After much delay, I'm ready to show my best effort for predicting strikeout rate from numbers not related to a pitcher's performance.

Say you've got a pitcher. College guy, minor leaguer, major leaguer, etc. You would like to project what his future MLB strikeout rate should be (granted that he makes it that far). Can we predict this number from scouting the guy (i.e. taking a look at what pitches he already throws, and projecting how his repertoire may evolve)? Yes, we can. With around a **0.6 correlation** to actual performance. I showed my original model for this almost 3 months ago.

Since then, I have looked into a number of additional factors and adjustments. Also I can answer a few obvious questions raised by my original work. Most importantly, I am going to break down the model, rather than just drop a formula on my blog.

##

##
Starters & Relievers

I think it's important to know how well we can predict strikeout rate for starters, relievers, and for pitchers in general. So I will show three models.
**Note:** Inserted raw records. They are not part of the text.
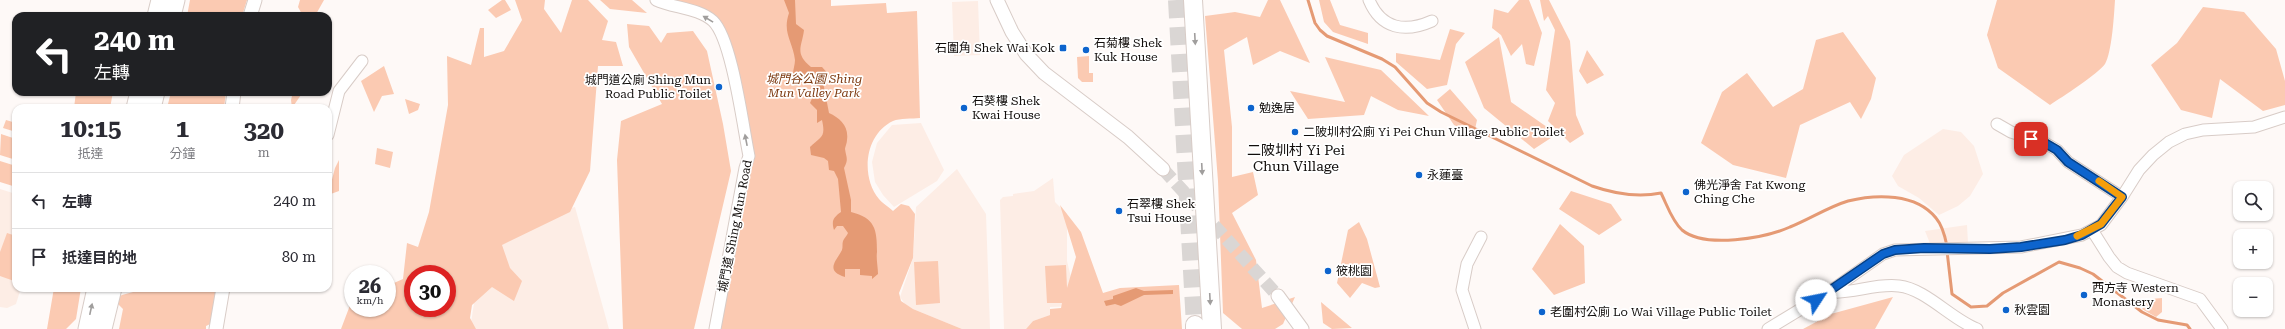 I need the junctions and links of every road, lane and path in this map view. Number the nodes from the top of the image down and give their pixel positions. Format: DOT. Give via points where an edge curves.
graph roads {
  1 [pos="160,0"];
  2 [pos="176,0"];
  3 [pos="255,0"];
  4 [pos="656,0"];
  5 [pos="997,0"];
  6 [pos="1193,0"];
  7 [pos="1368,0"];
  8 [pos="157,12"];
  9 [pos="173,12"];
  10 [pos="251,12"];
  11 [pos="1432,21"];
  12 [pos="362,61"];
  13 [pos="2285,117"];
  14 [pos="332,121"];
  15 [pos="1997,124"];
  16 [pos="1163,169"];
  17 [pos="2122,197"];
  18 [pos="2092,230"];
  19 [pos="1481,237"];
  20 [pos="95,292"];
  21 [pos="112,292"];
  22 [pos="222,292"];
  23 [pos="1829,292"];
  24 [pos="1278,296"];
  25 [pos="1201,328"];
  26 [pos="87,329"];
  27 [pos="103,329"];
  28 [pos="216,329"];
  29 [pos="715,329"];
  30 [pos="1302,329"];
  31 [pos="1475,329"];
  32 [pos="1768,329"];
  33 [pos="1977,329"];
  34 [pos="2222,329"];
  1 -- 8 [label="main road"];
  2 -- 9 [label="main road"];
  3 -- 10 [label="street"];
  29 -- 4 [label="street, 城門道 Shing Mun Road, one-way" via="749,156 728,50 719,29 712,20 700,14"];
  5 -- 16 [label="street" via="1026,54 1044,73 1128,137"];
  6 -- 25 [label="highway, one-way"];
  7 -- 11 [label="street" via="1380,18 1395,26 1411,28"];
  12 -- 14 [label="street" via="340,91"];
  13 -- 17 [label="street" via="2254,127 2203,130 2185,134 2153,155 2129,183"];
  15 -- 17 [label="street" via="2057,150 2068,162"];
  17 -- 18 [label="street" via="2101,224"];
  18 -- 23 [label="street" via="2065,240 2021,247 1895,250 1883,254"];
  18 -- 34 [label="street" via="2118,267 2127,273 2200,299"];
  19 -- 31 [label="street" via="1468,264 1462,290"];
  26 -- 20 [label="main road, one-way"];
  21 -- 27 [label="main road"];
  22 -- 28 [label="street"];
  23 -- 32 [label="street"];
  23 -- 33 [label="street" via="1901,286 1922,295"];
  24 -- 30 [label="street"];
} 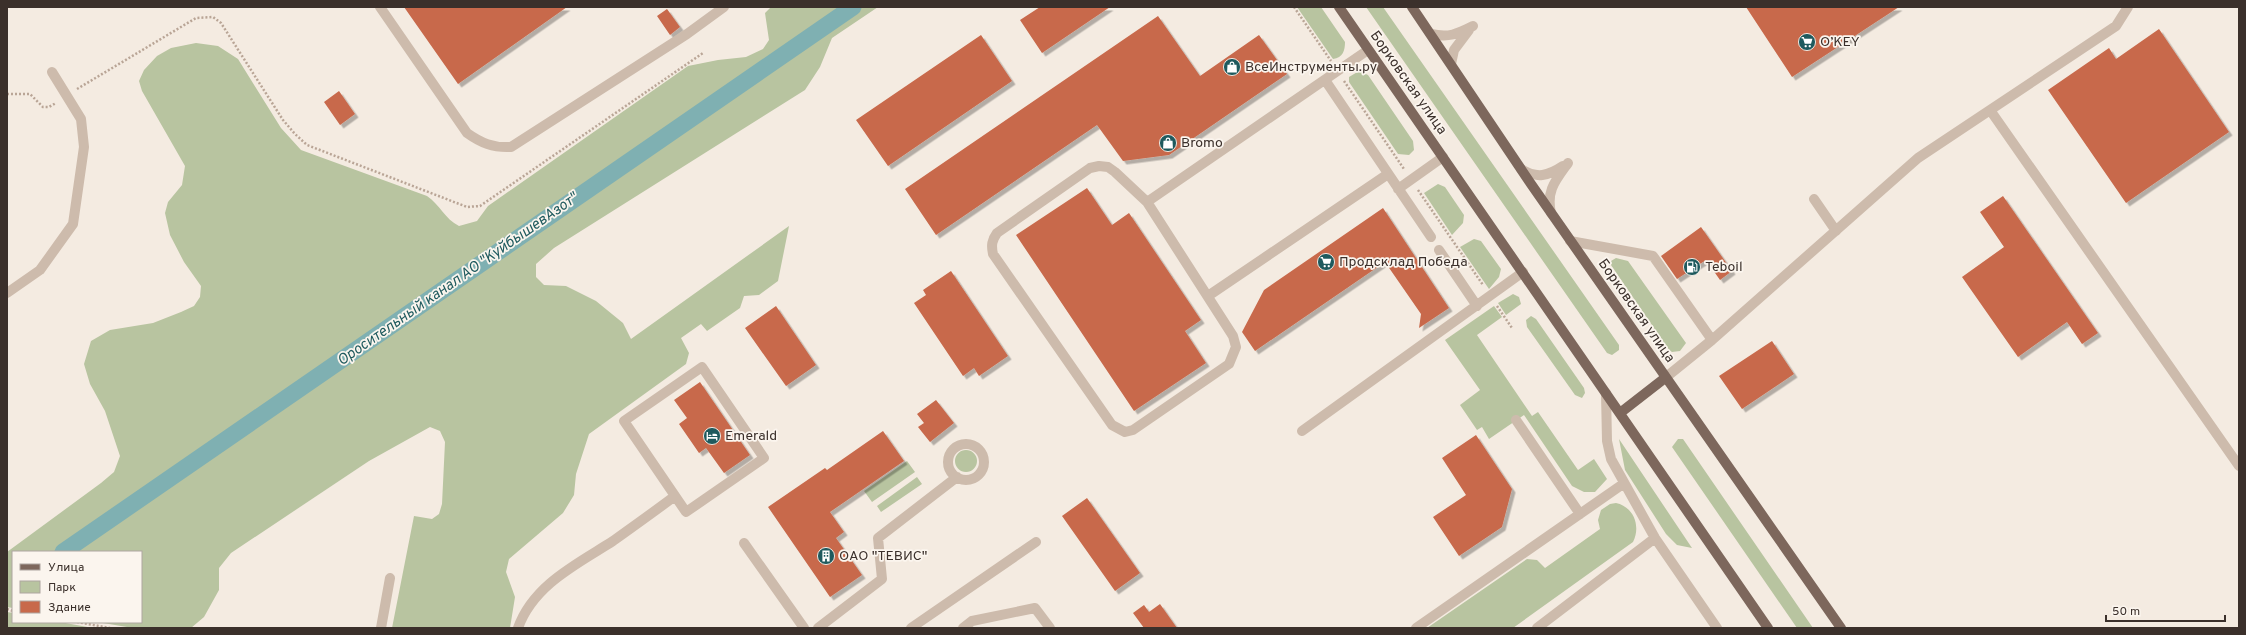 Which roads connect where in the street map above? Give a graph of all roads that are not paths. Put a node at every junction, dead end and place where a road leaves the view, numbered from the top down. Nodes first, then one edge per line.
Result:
1 (380, 7) edge
2 (724, 7) edge
3 (1339, 7) edge
4 (1412, 7) edge
5 (2128, 7) edge
6 (1431, 34) junction
7 (1368, 50) junction
8 (1451, 64) junction
9 (52, 72) dead end
10 (1325, 80) junction
11 (1990, 110) junction
12 (1443, 157) junction
13 (1521, 169) junction
14 (1388, 174) junction
15 (1398, 189) junction
16 (1814, 199) dead end
17 (1147, 202) junction
18 (1552, 215) junction
19 (1836, 231) junction
20 (1431, 238) dead end
21 (1570, 241) junction
22 (1439, 250) dead end
23 (1523, 272) junction
24 (7, 293) edge
25 (1208, 296) junction
26 (1476, 306) junction
27 (1712, 340) junction
28 (1665, 378) junction
29 (1606, 393) junction
30 (1620, 413) junction
31 (1516, 420) dead end
32 (1302, 431) dead end
33 (2239, 466) edge
34 (957, 477) dead end
35 (1623, 484) junction
36 (675, 496) junction
37 (1580, 514) junction
38 (1655, 538) junction
39 (1036, 542) dead end
40 (744, 543) dead end
41 (390, 578) dead end
42 (381, 628) edge
43 (518, 628) edge
44 (804, 628) edge
45 (818, 628) edge
46 (911, 628) edge
47 (963, 628) edge
48 (1050, 628) edge
49 (1416, 628) edge
50 (1537, 628) edge
51 (1717, 628) edge
52 (1768, 628) edge
53 (1841, 628) edge

1 - 2 street
3 - 7 main road, Борковская улица
4 - 6 main road, Борковская улица
5 - 11 street
6 - 8 main road, Борковская улица
6 - 8 street
7 - 10 street
7 - 12 main road, Борковская улица
8 - 13 main road, Борковская улица
9 - 24 street
10 - 14 street
10 - 17 street
11 - 19 street
11 - 33 street
12 - 15 street
12 - 23 main road, Борковская улица
13 - 18 main road, Борковская улица
13 - 18 street
14 - 15 street
14 - 25 street
15 - 20 street
16 - 19 street
17 - 25 street
17 - 25 street
18 - 21 main road, Борковская улица
19 - 27 street
21 - 27 street
21 - 28 main road, Борковская улица
22 - 26 street
23 - 26 street
23 - 29 main road, Борковская улица
26 - 32 street
27 - 28 street
28 - 30 main road
28 - 53 main road, Борковская улица
29 - 30 main road, Борковская улица
29 - 35 street
30 - 52 main road, Борковская улица
31 - 37 street
34 - 45 street
35 - 37 street
35 - 38 street
36 - 36 street
36 - 43 street
37 - 49 street
38 - 50 street
38 - 51 street
39 - 46 street
40 - 44 street
41 - 42 street
47 - 48 street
I consider anyone a starter if he pitches 100+ innings. I consider a reliever anyone who throws less than 6 innings as a starting pitcher. This simple reliever classification captures 86% of the relief innings (with less than 1% of starter innings). The simple starter classification captures 82% of starter innings (with less than 10% of the reliever innings). Also, we avoid (almost all) pitchers who spend substantial time both in the rotation and in the bullpen.

##

##
M5 Rules in WEKA

I wish I could just show you a few multiple regression models side by side. However, the algorithm I use is slightly more complicated. Although only slightly.

I train my models with the "M5 Rules" algorithm in WEKA, the open source machine learning platform. This algorithm is basically a souped up multiple regression model. Given a bunch of features (30 or so in my case), the algorithm will build a linear model to predict a single value. With a few caveats:

- The algorithm can split the data set along a linear rule (example: FB velocity > 90 mph).
- The algorithm tries to keep the weights of features as low as possible. This also means that features that are not meaningful are eliminated entirely from the model.

If I give the algorithm 30 features, rather than getting back a single rule with 30 weights, I might get 2 or 3 linear rules, each with 5-10 weighted features.

In evaluating the accuracy of my model, I look at the correlation between the outputs of the model and the observed strikeout rates. However, the correlation values that I get are from 5x cross validation. This means that WEKA actually builds 5 models, each time leaving out 1/5 of the data to use for testing. The correlation figures are for the testing data of the 5 models. Therefore, I am never training and testing on the same data. However, when breaking down models, I always use a model trained on the entire data set.

##

##
The Three Models

As I explained above, each of my models (for starters, for relievers, and for all pitchers) will have 2-3 rules each. Thankfully, the models split along the same couple of features (FB velocity and starter/reliever classification), so I will be able to compare rules across models fairly easily. First, let me summarize the models.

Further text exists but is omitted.